384739 Bi-Continuous, Ultra-Large-Pore Carbons By Template-Replica Co-Assembly
Among classes of mesoporous materials bearing high surface area, three-dimensionally ordered pore topology, and large pore volumes, ordered mesoporous carbons (OMCs) have attracted specific interest due to their low cost, thermal and physicochemical stability and electrical conductivity, properties that make them attractive for applications as diverse as electrodes in energy conversion and storage devices, supercapacitors, catalysts, and adsorbents. So-called ‘soft-templating’ or ‘direct’ strategies that exploit the self-assembly phase behavior of copolymer surfactants as templates and polymerizable carbon precursors by evaporation induced self-assembly (EISA) can be used to realize ordered mesoporous carbons. While such processes enjoy scalability, owing to their reliance on ‘one-pot’ solution phase thermodynamics, they do face several critical drawbacks including the cost of template sacrifice, pore shrinkage, limits on carbon source variability and thus on the tunability of intrinsic carbon properties, and difficulties in realizing stable, ultra-large pore topologies for applications requiring access by bulk molecules or ease of solution/solvent infiltration.
While the alternative ‘hard’-templating approach provides promise for addressing these drawbacks, it is generally discounted due to its multi-step nature and possible reliance on surfactant-templated fabrication of ordered mesoporous silica precursors as template materials. Inspired by the simplicity of ‘one-pot’ soft-templating strategies, this talk will highlight progress toward realizing a facile ‘one-pot’ hard-templating method capable of deriving bi-continuous, three-dimensionally ordered porous carbon thin films and powders. Specifically, we will show how pre-formed size tunable silica nanoparticles (ca. 20-50 nm) can be co-assembled from aqueous solutions with a carbon source into powders and thin films bearing a three-dimensionally ordered, bi-continuous mesopore topology.

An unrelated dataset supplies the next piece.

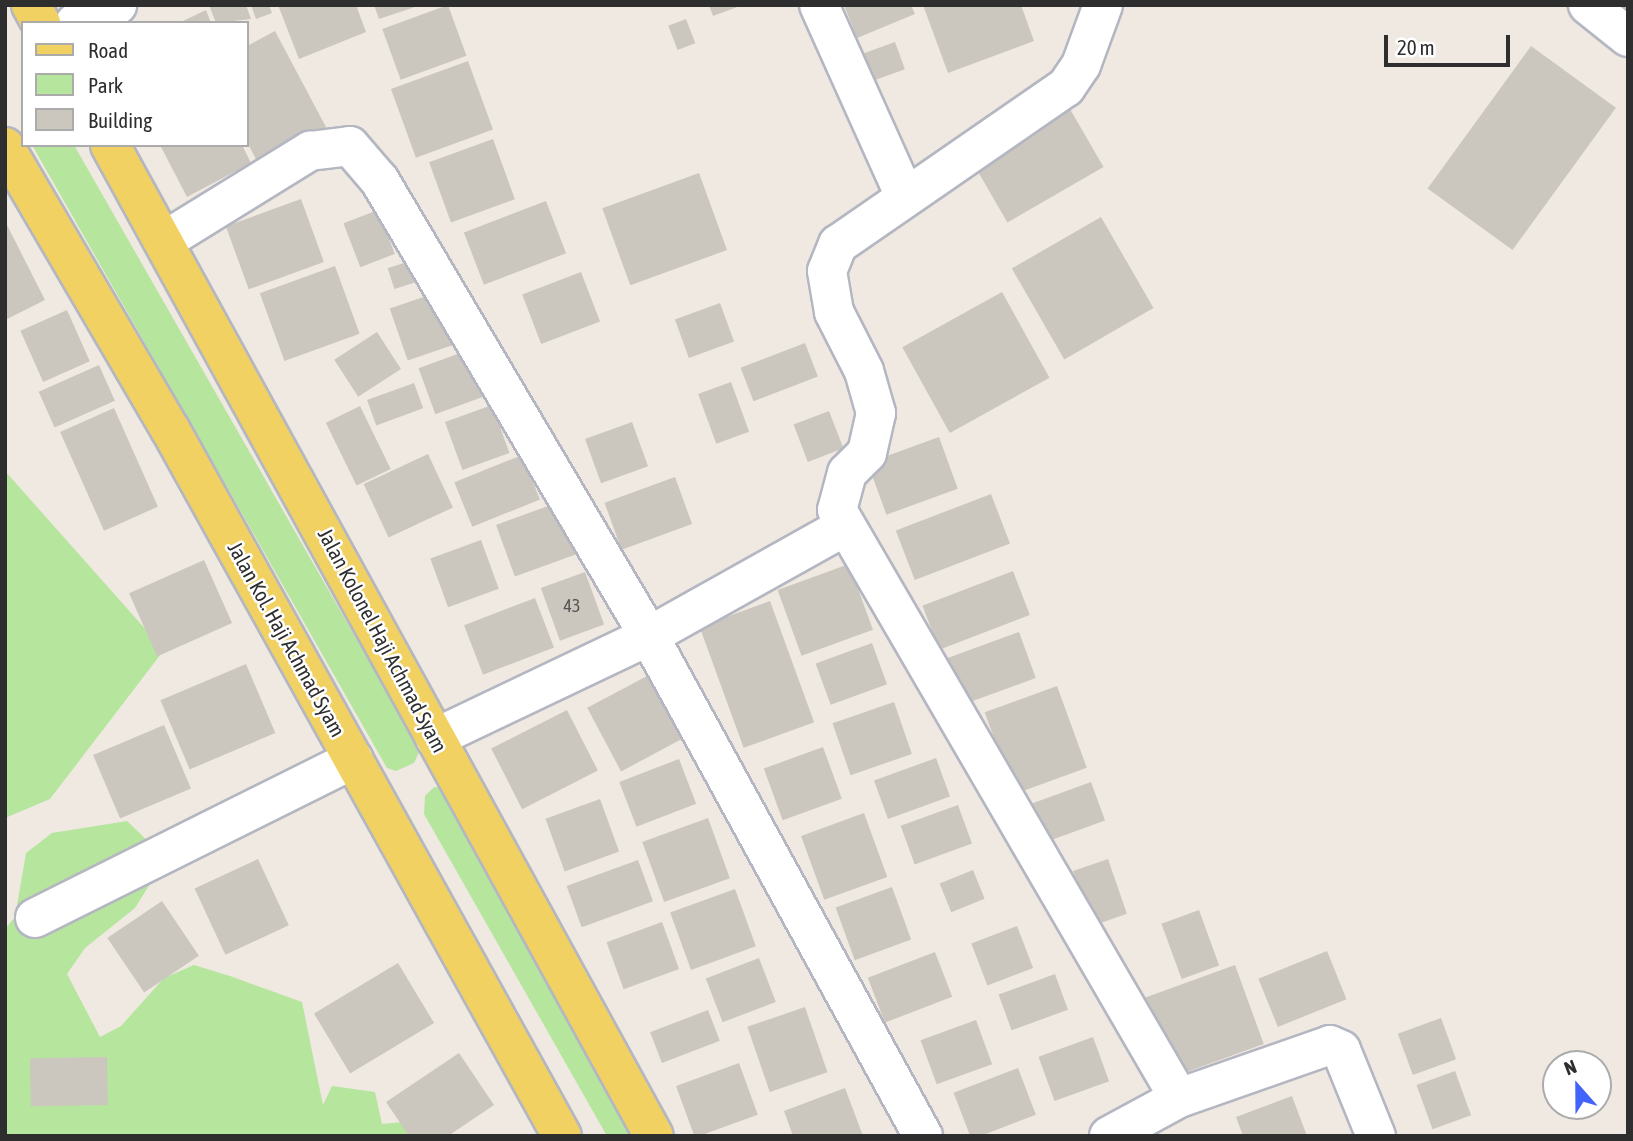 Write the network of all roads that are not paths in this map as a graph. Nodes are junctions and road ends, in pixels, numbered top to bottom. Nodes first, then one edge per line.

We will describe the pseudo-phase behavior governing this co-assembly, the order-disorder transition and particle-particle spacing of which is modulated by adsorption of the carbon source to the assembling silica nanoparticle template and its concomitant modulation of the particle-particle interactions. Mechanistic insight into the formation of these materials will employ comprehensive analysis spanning HPLC adsorption studies, nitrogen and argon physisorption, XPS, cyclic voltammetry, and high-resolution electron microscopy. We exploit the high surface area, apparently tunable sp2-hybridized carbon content, and facile and low-cost ‘one-pot’ synthesis of these ordered mesoporous materials for applications spanning low-cost electrodes in both supercapacitor and dye-sensitized solar cell applications, in both cases showing promising performance relative to laboratory and literature standards.